March is acknowledged worldwide as Endometriosis Awareness Month.
Endometriosis affects up to one in ten women of child-bearing age. It is a condition where endometrial tissue, which normally lines the uterus, grows outside the uterus instead and attaches to other tissues or organs.
Symptoms of endometriosis include heavy, painful or irregular periods, abdominal, back or pelvic pain, bowel or bladder problems, and premenstrual symptoms. For some women, the most distressing symptom is reduced fertility – having endometriosis can make it difficult to get pregnant.
Some women worry that they may never have children. This is not necessarily true – only 30% of women with endometriosis experience fertility problems.
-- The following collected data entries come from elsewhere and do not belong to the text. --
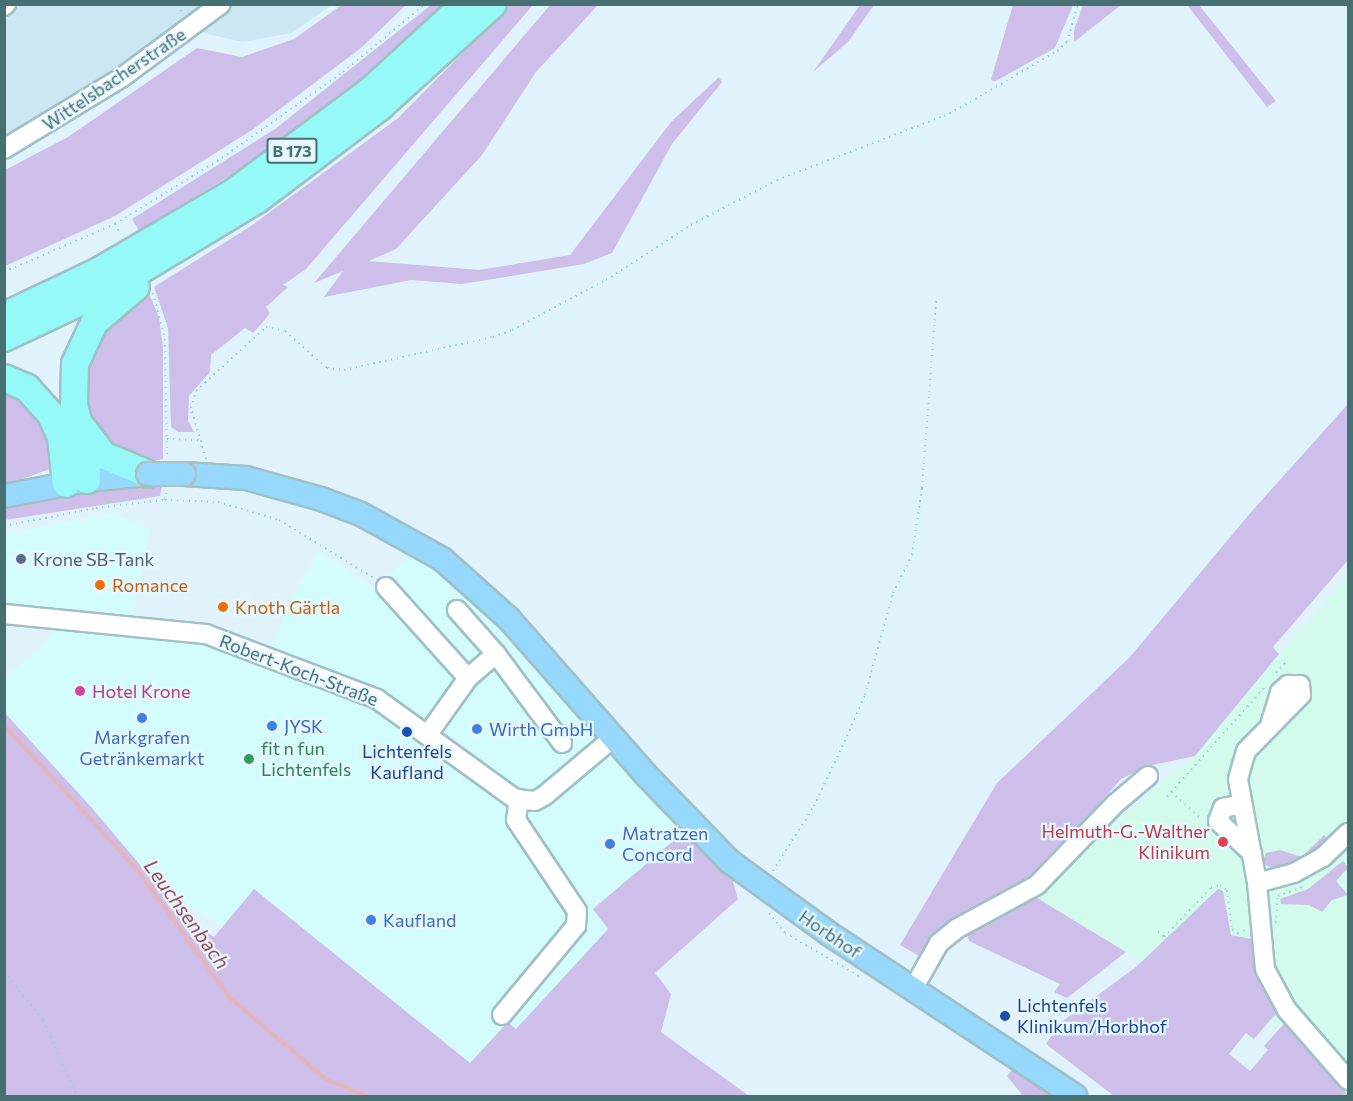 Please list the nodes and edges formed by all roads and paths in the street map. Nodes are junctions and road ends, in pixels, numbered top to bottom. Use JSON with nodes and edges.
{"nodes":[{"id":1,"x":221,"y":4,"type":"edge"},
{"id":2,"x":425,"y":4,"type":"edge"},
{"id":3,"x":465,"y":4,"type":"edge"},
{"id":4,"x":493,"y":4,"type":"edge"},
{"id":5,"x":1078,"y":4,"type":"edge"},
{"id":6,"x":4,"y":149,"type":"edge"},
{"id":7,"x":115,"y":224,"type":"junction"},
{"id":8,"x":208,"y":232,"type":"junction"},
{"id":9,"x":120,"y":233,"type":"dead end"},
{"id":10,"x":4,"y":272,"type":"edge"},
{"id":11,"x":152,"y":287,"type":"dead end"},
{"id":12,"x":936,"y":301,"type":"dead end"},
{"id":13,"x":4,"y":316,"type":"edge"},
{"id":14,"x":4,"y":338,"type":"edge"},
{"id":15,"x":4,"y":378,"type":"edge"},
{"id":16,"x":81,"y":424,"type":"junction"},
{"id":17,"x":167,"y":439,"type":"junction"},
{"id":18,"x":166,"y":474,"type":"junction"},
{"id":19,"x":76,"y":482,"type":"junction"},
{"id":20,"x":4,"y":496,"type":"edge"},
{"id":21,"x":165,"y":500,"type":"junction"},
{"id":22,"x":4,"y":526,"type":"edge"},
{"id":23,"x":386,"y":587,"type":"joint"},
{"id":24,"x":457,"y":610,"type":"dead end"},
{"id":25,"x":4,"y":614,"type":"edge"},
{"id":26,"x":496,"y":654,"type":"junction"},
{"id":27,"x":1286,"y":662,"type":"dead end"},
{"id":28,"x":468,"y":678,"type":"junction"},
{"id":29,"x":1301,"y":695,"type":"dead end"},
{"id":30,"x":428,"y":734,"type":"junction"},
{"id":31,"x":613,"y":738,"type":"junction"},
{"id":32,"x":562,"y":743,"type":"dead end"},
{"id":33,"x":1148,"y":776,"type":"dead end"},
{"id":34,"x":1171,"y":792,"type":"junction"},
{"id":35,"x":1167,"y":797,"type":"dead end"},
{"id":36,"x":519,"y":799,"type":"junction"},
{"id":37,"x":1242,"y":808,"type":"junction"},
{"id":38,"x":1206,"y":823,"type":"dead end"},
{"id":39,"x":1348,"y":833,"type":"edge"},
{"id":40,"x":1252,"y":853,"type":"junction"},
{"id":41,"x":775,"y":866,"type":"dead end"},
{"id":42,"x":1257,"y":882,"type":"junction"},
{"id":43,"x":1278,"y":896,"type":"dead end"},
{"id":44,"x":1248,"y":922,"type":"dead end"},
{"id":45,"x":1275,"y":927,"type":"dead end"},
{"id":46,"x":1158,"y":931,"type":"dead end"},
{"id":47,"x":4,"y":972,"type":"edge"},
{"id":48,"x":913,"y":989,"type":"junction"},
{"id":49,"x":502,"y":1015,"type":"dead end"},
{"id":50,"x":1348,"y":1080,"type":"edge"},
{"id":51,"x":77,"y":1096,"type":"edge"},
{"id":52,"x":1075,"y":1096,"type":"edge"}],
"edges":[{"from":1,"to":6,"type":"street","name":"Wittelsbacherstraße"},
{"from":2,"to":7,"type":"path"},
{"from":3,"to":13,"type":"highway","number":"B 173"},
{"from":4,"to":8,"type":"highway","number":"B 173"},
{"from":5,"to":17,"type":"path"},
{"from":7,"to":9,"type":"path"},
{"from":7,"to":10,"type":"path"},
{"from":8,"to":14,"type":"highway","number":"B 173"},
{"from":8,"to":16,"type":"highway"},
{"from":11,"to":17,"type":"path"},
{"from":12,"to":41,"type":"path"},
{"from":15,"to":19,"type":"highway"},
{"from":16,"to":18,"type":"highway"},
{"from":16,"to":19,"type":"highway"},
{"from":17,"to":18,"type":"path"},
{"from":18,"to":19,"type":"main road","name":"Horbhof"},
{"from":18,"to":21,"type":"path"},
{"from":18,"to":31,"type":"main road","name":"Horbhof"},
{"from":19,"to":20,"type":"main road","name":"Horbhof"},
{"from":21,"to":22,"type":"path"},
{"from":21,"to":23,"type":"path"},
{"from":23,"to":28,"type":"street"},
{"from":24,"to":26,"type":"street"},
{"from":25,"to":30,"type":"street","name":"Robert-Koch-Straße"},
{"from":26,"to":28,"type":"street"},
{"from":26,"to":32,"type":"street"},
{"from":27,"to":34,"type":"path"},
{"from":28,"to":30,"type":"street"},
{"from":29,"to":37,"type":"street"},
{"from":30,"to":36,"type":"street","name":"Robert-Koch-Straße"},
{"from":31,"to":36,"type":"street"},
{"from":31,"to":48,"type":"main road","name":"Horbhof"},
{"from":33,"to":48,"type":"street"},
{"from":34,"to":35,"type":"path"},
{"from":34,"to":38,"type":"path"},
{"from":36,"to":49,"type":"street"},
{"from":37,"to":40,"type":"street"},
{"from":37,"to":40,"type":"street"},
{"from":39,"to":42,"type":"street"},
{"from":40,"to":42,"type":"street"},
{"from":42,"to":50,"type":"street"},
{"from":43,"to":45,"type":"path"},
{"from":44,"to":46,"type":"path"},
{"from":47,"to":51,"type":"path"},
{"from":48,"to":52,"type":"main road","name":"Horbhof"}]}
In these cases, having the endometrial tissue removed surgically via a laparoscopy can increase the chances of falling pregnant. If surgery is unsuccessful, in vitro fertilisation (IVF) can be an option, but it is important that the endometriosis is properly treated first as IVF treatments can aggravate the condition.
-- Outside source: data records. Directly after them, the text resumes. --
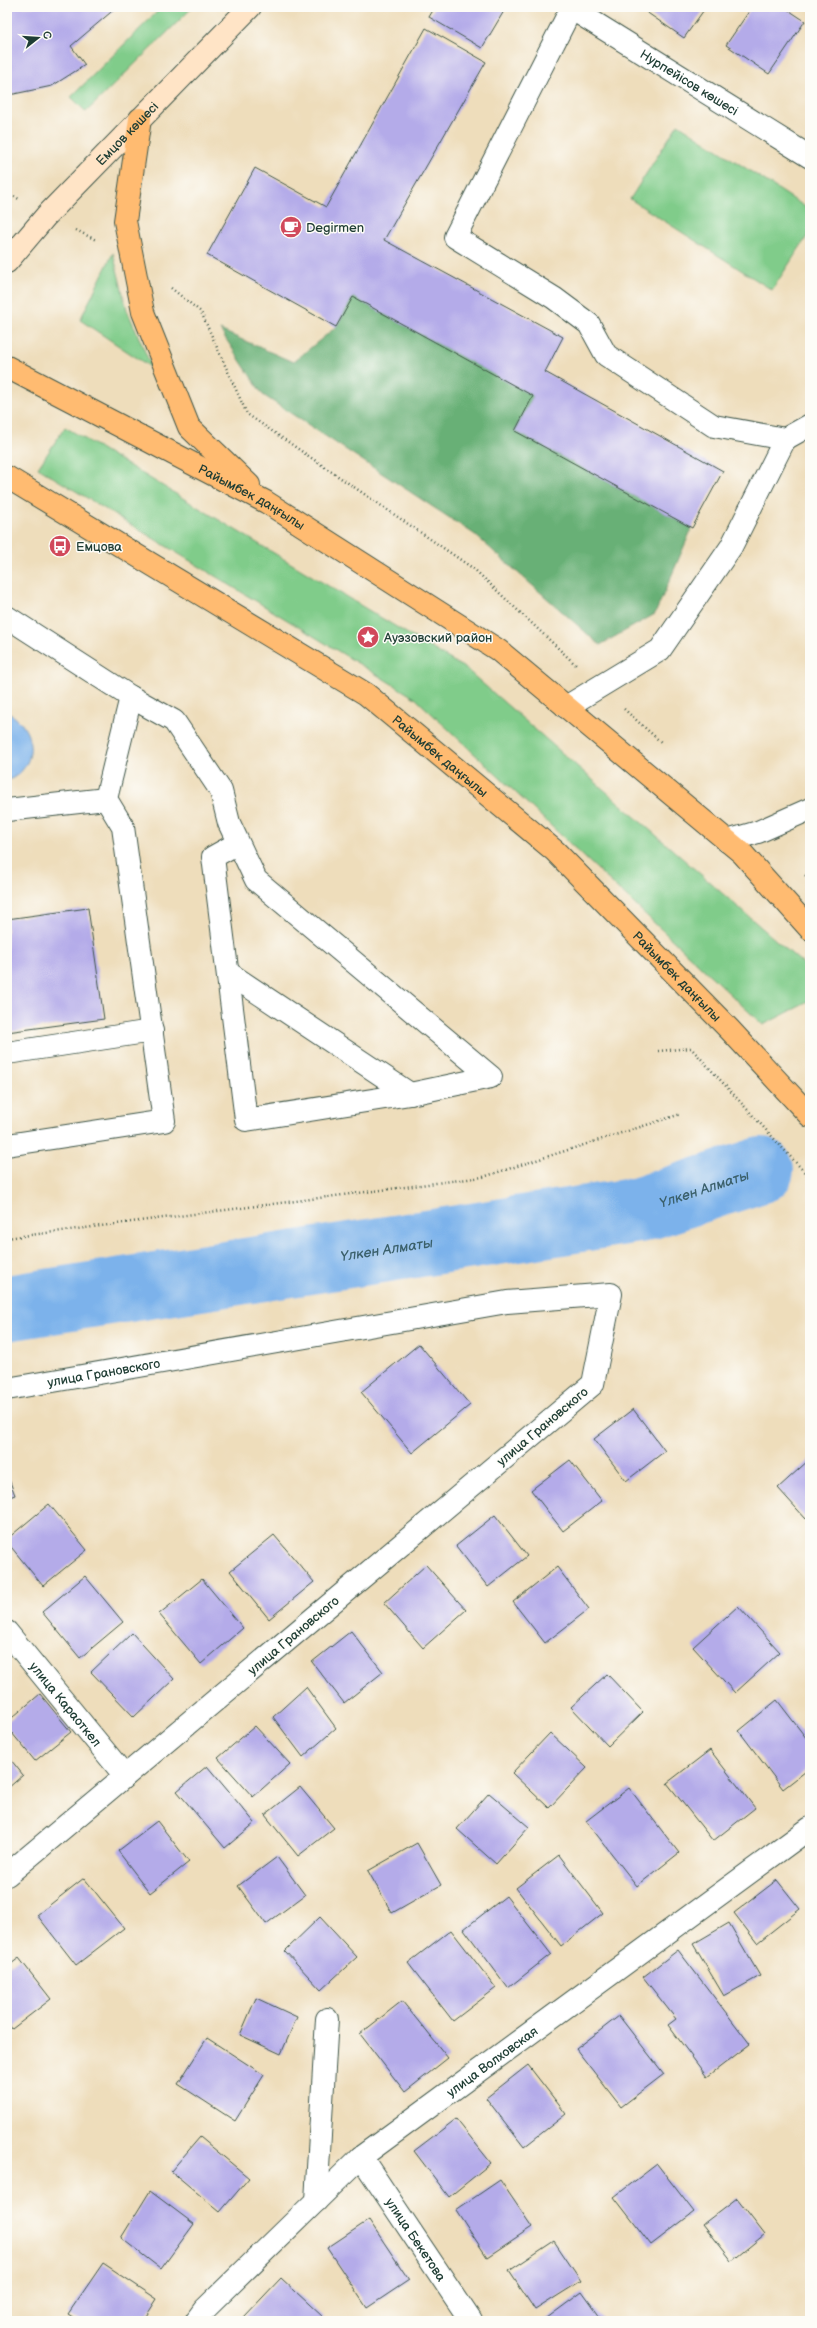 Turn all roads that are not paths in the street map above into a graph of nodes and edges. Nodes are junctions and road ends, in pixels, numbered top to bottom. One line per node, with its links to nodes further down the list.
1 (250, 7): 3 (main road, Емцов көшесі)
2 (570, 8): 4 (street, Нурпейісов көшесі); 8 (street)
3 (140, 119): 5 (main road, Емцов көшесі); 10 (main road)
4 (810, 157)
5 (7, 262)
6 (7, 367): 10 (main road, Райымбек даңғылы)
7 (810, 425): 8 (street)
8 (785, 440): 13 (street)
9 (7, 477): 24 (main road, Райымбек даңғылы)
10 (266, 502): 13 (main road, Райымбек даңғылы)
11 (7, 617): 12 (street)
12 (131, 697): 14 (street); 17 (street)
13 (566, 707): 18 (main road, Райымбек даңғылы)
14 (106, 799): 16 (street); 21 (street)
15 (810, 809): 18 (street)
16 (7, 810)
17 (238, 843): 20 (street); 23 (street)
18 (734, 847): 19 (main road, Райымбек даңғылы)
19 (810, 929)
20 (230, 974): 23 (street); 23 (street)
21 (152, 1031): 22 (street); 25 (street)
22 (7, 1053)
23 (410, 1094)
24 (810, 1116)
25 (7, 1145)
26 (7, 1389): 28 (street, улица Грановского)
27 (7, 1632): 28 (street, улица Караоткел)
28 (125, 1776): 30 (street, улица Грановского)
29 (810, 1828): 32 (street, улица Волховская)
30 (7, 1875)
31 (327, 2019): 33 (street)
32 (361, 2157): 33 (street, улица Волховская); 35 (street, улица Бекетова)
33 (316, 2201): 34 (street, улица Волховская)
34 (196, 2321)
35 (471, 2321)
The good news is that women with endometriosis who do become pregnant often report that their symptoms are alleviated during pregnancy, as they are no longer menstruating. Unfortunately, the effect is usually temporary and symptoms will often reoccur after the baby is born and periods return. Hormonal therapies (such as the Pill) may be used as a maintenance treatment option after pregnancy, but this is not suitable for women trying to conceive.
Michelle’s journey with endometriosis began in her early teens. Since some of her friends had period pain, she thought her pain was normal. She didn’t know that hers was much more severe than the other girls’ pain. By the age of 28 the pain was crippling, with Michelle huddled in her bed for days unable to go to work.
Eventually she was diagnosed with endometriosis and fibroids. A laparoscopy helped; however, the doctor told Michelle it was unlikely she would ever have children, which was devastating for her. Happily for her, soon after getting engaged, she found out she was pregnant and her little boy was born healthy and beautiful. Unfortunately, her endometriosis returned following the birth. While she’d love to give her little boy a brother or sister, she doesn’t know if it will happen.
If you have endometriosis or experience the symptoms of endometriosis, see your health practitioner for advice about appropriate treatment options.